(Dataset entries)

══════════

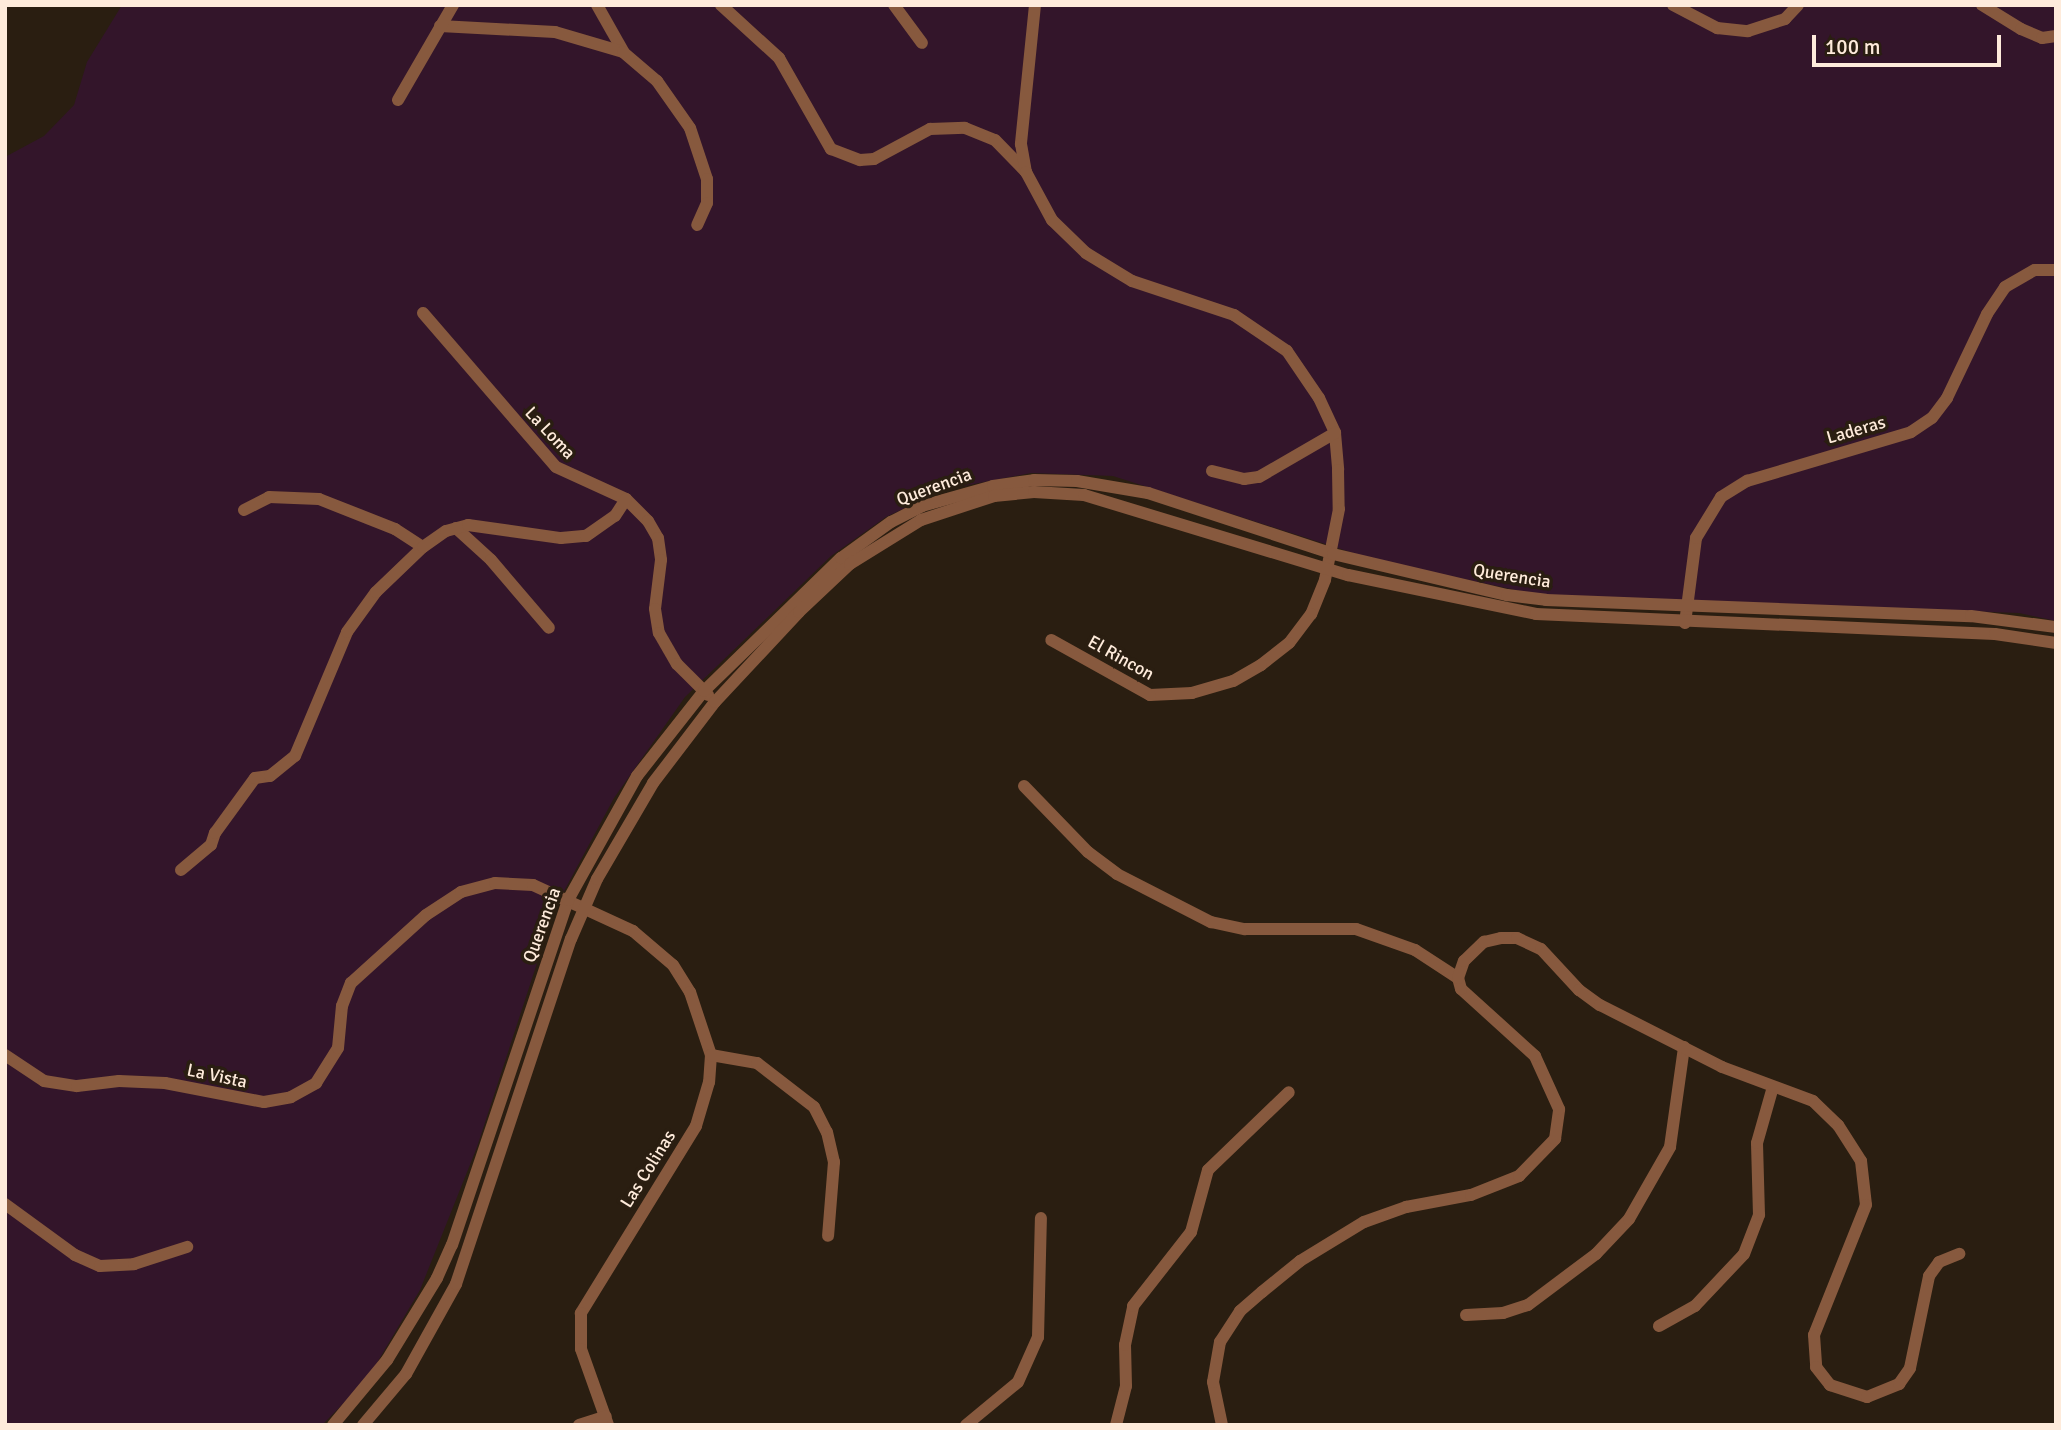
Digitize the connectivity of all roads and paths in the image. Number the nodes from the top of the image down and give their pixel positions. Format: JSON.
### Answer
{"nodes":[{"id":1,"x":453,"y":5,"type":"edge"},
{"id":2,"x":597,"y":5,"type":"edge"},
{"id":3,"x":721,"y":5,"type":"edge"},
{"id":4,"x":894,"y":5,"type":"edge"},
{"id":5,"x":1035,"y":5,"type":"edge"},
{"id":6,"x":1672,"y":5,"type":"edge"},
{"id":7,"x":1798,"y":5,"type":"edge"},
{"id":8,"x":1982,"y":5,"type":"edge"},
{"id":9,"x":440,"y":26,"type":"junction"},
{"id":10,"x":2056,"y":36,"type":"edge"},
{"id":11,"x":922,"y":43,"type":"dead end"},
{"id":12,"x":623,"y":51,"type":"junction"},
{"id":13,"x":398,"y":100,"type":"dead end"},
{"id":14,"x":1026,"y":172,"type":"junction"},
{"id":15,"x":697,"y":225,"type":"dead end"},
{"id":16,"x":2056,"y":270,"type":"edge"},
{"id":17,"x":422,"y":313,"type":"dead end"},
{"id":18,"x":1335,"y":433,"type":"junction"},
{"id":19,"x":1212,"y":471,"type":"dead end"},
{"id":20,"x":626,"y":499,"type":"junction"},
{"id":21,"x":244,"y":510,"type":"dead end"},
{"id":22,"x":456,"y":528,"type":"junction"},
{"id":23,"x":423,"y":547,"type":"junction"},
{"id":24,"x":1333,"y":554,"type":"junction"},
{"id":25,"x":1329,"y":569,"type":"junction"},
{"id":26,"x":1686,"y":603,"type":"junction"},
{"id":27,"x":1685,"y":623,"type":"junction"},
{"id":28,"x":2056,"y":627,"type":"edge"},
{"id":29,"x":548,"y":628,"type":"dead end"},
{"id":30,"x":1051,"y":639,"type":"dead end"},
{"id":31,"x":2056,"y":643,"type":"edge"},
{"id":32,"x":704,"y":691,"type":"junction"},
{"id":33,"x":715,"y":702,"type":"junction"},
{"id":34,"x":653,"y":783,"type":"junction"},
{"id":35,"x":1024,"y":786,"type":"dead end"},
{"id":36,"x":617,"y":807,"type":"junction"},
{"id":37,"x":181,"y":870,"type":"dead end"},
{"id":38,"x":568,"y":900,"type":"junction"},
{"id":39,"x":583,"y":908,"type":"junction"},
{"id":40,"x":1458,"y":978,"type":"junction"},
{"id":41,"x":1684,"y":1047,"type":"junction"},
{"id":42,"x":5,"y":1055,"type":"edge"},
{"id":43,"x":711,"y":1055,"type":"junction"},
{"id":44,"x":1773,"y":1087,"type":"junction"},
{"id":45,"x":1289,"y":1091,"type":"dead end"},
{"id":46,"x":488,"y":1142,"type":"junction"},
{"id":47,"x":501,"y":1147,"type":"junction"},
{"id":48,"x":5,"y":1204,"type":"edge"},
{"id":49,"x":1041,"y":1218,"type":"dead end"},
{"id":50,"x":828,"y":1236,"type":"dead end"},
{"id":51,"x":187,"y":1247,"type":"dead end"},
{"id":52,"x":1959,"y":1254,"type":"dead end"},
{"id":53,"x":1466,"y":1315,"type":"dead end"},
{"id":54,"x":1658,"y":1326,"type":"dead end"},
{"id":55,"x":607,"y":1420,"type":"edge"},
{"id":56,"x":333,"y":1425,"type":"edge"},
{"id":57,"x":363,"y":1425,"type":"edge"},
{"id":58,"x":579,"y":1425,"type":"edge"},
{"id":59,"x":966,"y":1425,"type":"edge"},
{"id":60,"x":1116,"y":1425,"type":"edge"},
{"id":61,"x":1222,"y":1425,"type":"edge"}],
"edges":[{"from":1,"to":9,"type":"street"},
{"from":2,"to":12,"type":"street"},
{"from":3,"to":14,"type":"street"},
{"from":4,"to":11,"type":"street"},
{"from":5,"to":14,"type":"street"},
{"from":6,"to":7,"type":"street"},
{"from":8,"to":10,"type":"street"},
{"from":9,"to":12,"type":"street"},
{"from":9,"to":13,"type":"street"},
{"from":12,"to":15,"type":"street"},
{"from":14,"to":18,"type":"street"},
{"from":16,"to":26,"type":"street","name":"Laderas"},
{"from":17,"to":20,"type":"street","name":"La Loma"},
{"from":18,"to":19,"type":"street"},
{"from":18,"to":24,"type":"street","name":"El Rincon"},
{"from":20,"to":22,"type":"street"},
{"from":20,"to":32,"type":"street","name":"La Loma"},
{"from":21,"to":23,"type":"street"},
{"from":22,"to":23,"type":"street"},
{"from":22,"to":29,"type":"street"},
{"from":23,"to":37,"type":"street"},
{"from":24,"to":25,"type":"street","name":"El Rincon"},
{"from":24,"to":26,"type":"street","name":"Querencia"},
{"from":24,"to":32,"type":"street","name":"Querencia"},
{"from":25,"to":27,"type":"street","name":"Querencia"},
{"from":25,"to":30,"type":"street","name":"El Rincon"},
{"from":25,"to":33,"type":"street","name":"Querencia"},
{"from":26,"to":27,"type":"street","name":"Laderas"},
{"from":26,"to":28,"type":"street","name":"Querencia"},
{"from":27,"to":31,"type":"street","name":"Querencia"},
{"from":32,"to":33,"type":"street","name":"La Loma"},
{"from":32,"to":34,"type":"street"},
{"from":32,"to":36,"type":"street","name":"Querencia"},
{"from":33,"to":34,"type":"street","name":"Querencia"},
{"from":34,"to":39,"type":"street","name":"Querencia"},
{"from":35,"to":40,"type":"street"},
{"from":36,"to":38,"type":"street","name":"Querencia"},
{"from":36,"to":39,"type":"street"},
{"from":38,"to":39,"type":"street","name":"Las Colinas"},
{"from":38,"to":42,"type":"street","name":"La Vista"},
{"from":38,"to":46,"type":"street","name":"Querencia"},
{"from":39,"to":43,"type":"street","name":"Las Colinas"},
{"from":39,"to":47,"type":"street","name":"Querencia"},
{"from":40,"to":41,"type":"street"},
{"from":40,"to":61,"type":"street"},
{"from":41,"to":44,"type":"street"},
{"from":41,"to":53,"type":"street"},
{"from":43,"to":50,"type":"street"},
{"from":43,"to":55,"type":"street","name":"Las Colinas"},
{"from":44,"to":52,"type":"street"},
{"from":44,"to":54,"type":"street"},
{"from":45,"to":60,"type":"street"},
{"from":46,"to":47,"type":"street"},
{"from":46,"to":56,"type":"street","name":"Querencia"},
{"from":47,"to":57,"type":"street","name":"Querencia"},
{"from":48,"to":51,"type":"street"},
{"from":49,"to":59,"type":"street"},
{"from":55,"to":58,"type":"street"}]}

══════════

Task → Since the pictures are not wanted, write out the rest of the data exactly as it reads.

Exercise output →
Digitize the connectivity of all roads and paths in the image. Number the nodes from the top of the image down and give their pixel positions. Format: JSON.
### Answer
{"nodes":[{"id":1,"x":453,"y":5,"type":"edge"},
{"id":2,"x":597,"y":5,"type":"edge"},
{"id":3,"x":721,"y":5,"type":"edge"},
{"id":4,"x":894,"y":5,"type":"edge"},
{"id":5,"x":1035,"y":5,"type":"edge"},
{"id":6,"x":1672,"y":5,"type":"edge"},
{"id":7,"x":1798,"y":5,"type":"edge"},
{"id":8,"x":1982,"y":5,"type":"edge"},
{"id":9,"x":440,"y":26,"type":"junction"},
{"id":10,"x":2056,"y":36,"type":"edge"},
{"id":11,"x":922,"y":43,"type":"dead end"},
{"id":12,"x":623,"y":51,"type":"junction"},
{"id":13,"x":398,"y":100,"type":"dead end"},
{"id":14,"x":1026,"y":172,"type":"junction"},
{"id":15,"x":697,"y":225,"type":"dead end"},
{"id":16,"x":2056,"y":270,"type":"edge"},
{"id":17,"x":422,"y":313,"type":"dead end"},
{"id":18,"x":1335,"y":433,"type":"junction"},
{"id":19,"x":1212,"y":471,"type":"dead end"},
{"id":20,"x":626,"y":499,"type":"junction"},
{"id":21,"x":244,"y":510,"type":"dead end"},
{"id":22,"x":456,"y":528,"type":"junction"},
{"id":23,"x":423,"y":547,"type":"junction"},
{"id":24,"x":1333,"y":554,"type":"junction"},
{"id":25,"x":1329,"y":569,"type":"junction"},
{"id":26,"x":1686,"y":603,"type":"junction"},
{"id":27,"x":1685,"y":623,"type":"junction"},
{"id":28,"x":2056,"y":627,"type":"edge"},
{"id":29,"x":548,"y":628,"type":"dead end"},
{"id":30,"x":1051,"y":639,"type":"dead end"},
{"id":31,"x":2056,"y":643,"type":"edge"},
{"id":32,"x":704,"y":691,"type":"junction"},
{"id":33,"x":715,"y":702,"type":"junction"},
{"id":34,"x":653,"y":783,"type":"junction"},
{"id":35,"x":1024,"y":786,"type":"dead end"},
{"id":36,"x":617,"y":807,"type":"junction"},
{"id":37,"x":181,"y":870,"type":"dead end"},
{"id":38,"x":568,"y":900,"type":"junction"},
{"id":39,"x":583,"y":908,"type":"junction"},
{"id":40,"x":1458,"y":978,"type":"junction"},
{"id":41,"x":1684,"y":1047,"type":"junction"},
{"id":42,"x":5,"y":1055,"type":"edge"},
{"id":43,"x":711,"y":1055,"type":"junction"},
{"id":44,"x":1773,"y":1087,"type":"junction"},
{"id":45,"x":1289,"y":1091,"type":"dead end"},
{"id":46,"x":488,"y":1142,"type":"junction"},
{"id":47,"x":501,"y":1147,"type":"junction"},
{"id":48,"x":5,"y":1204,"type":"edge"},
{"id":49,"x":1041,"y":1218,"type":"dead end"},
{"id":50,"x":828,"y":1236,"type":"dead end"},
{"id":51,"x":187,"y":1247,"type":"dead end"},
{"id":52,"x":1959,"y":1254,"type":"dead end"},
{"id":53,"x":1466,"y":1315,"type":"dead end"},
{"id":54,"x":1658,"y":1326,"type":"dead end"},
{"id":55,"x":607,"y":1420,"type":"edge"},
{"id":56,"x":333,"y":1425,"type":"edge"},
{"id":57,"x":363,"y":1425,"type":"edge"},
{"id":58,"x":579,"y":1425,"type":"edge"},
{"id":59,"x":966,"y":1425,"type":"edge"},
{"id":60,"x":1116,"y":1425,"type":"edge"},
{"id":61,"x":1222,"y":1425,"type":"edge"}],
"edges":[{"from":1,"to":9,"type":"street"},
{"from":2,"to":12,"type":"street"},
{"from":3,"to":14,"type":"street"},
{"from":4,"to":11,"type":"street"},
{"from":5,"to":14,"type":"street"},
{"from":6,"to":7,"type":"street"},
{"from":8,"to":10,"type":"street"},
{"from":9,"to":12,"type":"street"},
{"from":9,"to":13,"type":"street"},
{"from":12,"to":15,"type":"street"},
{"from":14,"to":18,"type":"street"},
{"from":16,"to":26,"type":"street","name":"Laderas"},
{"from":17,"to":20,"type":"street","name":"La Loma"},
{"from":18,"to":19,"type":"street"},
{"from":18,"to":24,"type":"street","name":"El Rincon"},
{"from":20,"to":22,"type":"street"},
{"from":20,"to":32,"type":"street","name":"La Loma"},
{"from":21,"to":23,"type":"street"},
{"from":22,"to":23,"type":"street"},
{"from":22,"to":29,"type":"street"},
{"from":23,"to":37,"type":"street"},
{"from":24,"to":25,"type":"street","name":"El Rincon"},
{"from":24,"to":26,"type":"street","name":"Querencia"},
{"from":24,"to":32,"type":"street","name":"Querencia"},
{"from":25,"to":27,"type":"street","name":"Querencia"},
{"from":25,"to":30,"type":"street","name":"El Rincon"},
{"from":25,"to":33,"type":"street","name":"Querencia"},
{"from":26,"to":27,"type":"street","name":"Laderas"},
{"from":26,"to":28,"type":"street","name":"Querencia"},
{"from":27,"to":31,"type":"street","name":"Querencia"},
{"from":32,"to":33,"type":"street","name":"La Loma"},
{"from":32,"to":34,"type":"street"},
{"from":32,"to":36,"type":"street","name":"Querencia"},
{"from":33,"to":34,"type":"street","name":"Querencia"},
{"from":34,"to":39,"type":"street","name":"Querencia"},
{"from":35,"to":40,"type":"street"},
{"from":36,"to":38,"type":"street","name":"Querencia"},
{"from":36,"to":39,"type":"street"},
{"from":38,"to":39,"type":"street","name":"Las Colinas"},
{"from":38,"to":42,"type":"street","name":"La Vista"},
{"from":38,"to":46,"type":"street","name":"Querencia"},
{"from":39,"to":43,"type":"street","name":"Las Colinas"},
{"from":39,"to":47,"type":"street","name":"Querencia"},
{"from":40,"to":41,"type":"street"},
{"from":40,"to":61,"type":"street"},
{"from":41,"to":44,"type":"street"},
{"from":41,"to":53,"type":"street"},
{"from":43,"to":50,"type":"street"},
{"from":43,"to":55,"type":"street","name":"Las Colinas"},
{"from":44,"to":52,"type":"street"},
{"from":44,"to":54,"type":"street"},
{"from":45,"to":60,"type":"street"},
{"from":46,"to":47,"type":"street"},
{"from":46,"to":56,"type":"street","name":"Querencia"},
{"from":47,"to":57,"type":"street","name":"Querencia"},
{"from":48,"to":51,"type":"street"},
{"from":49,"to":59,"type":"street"},
{"from":55,"to":58,"type":"street"}]}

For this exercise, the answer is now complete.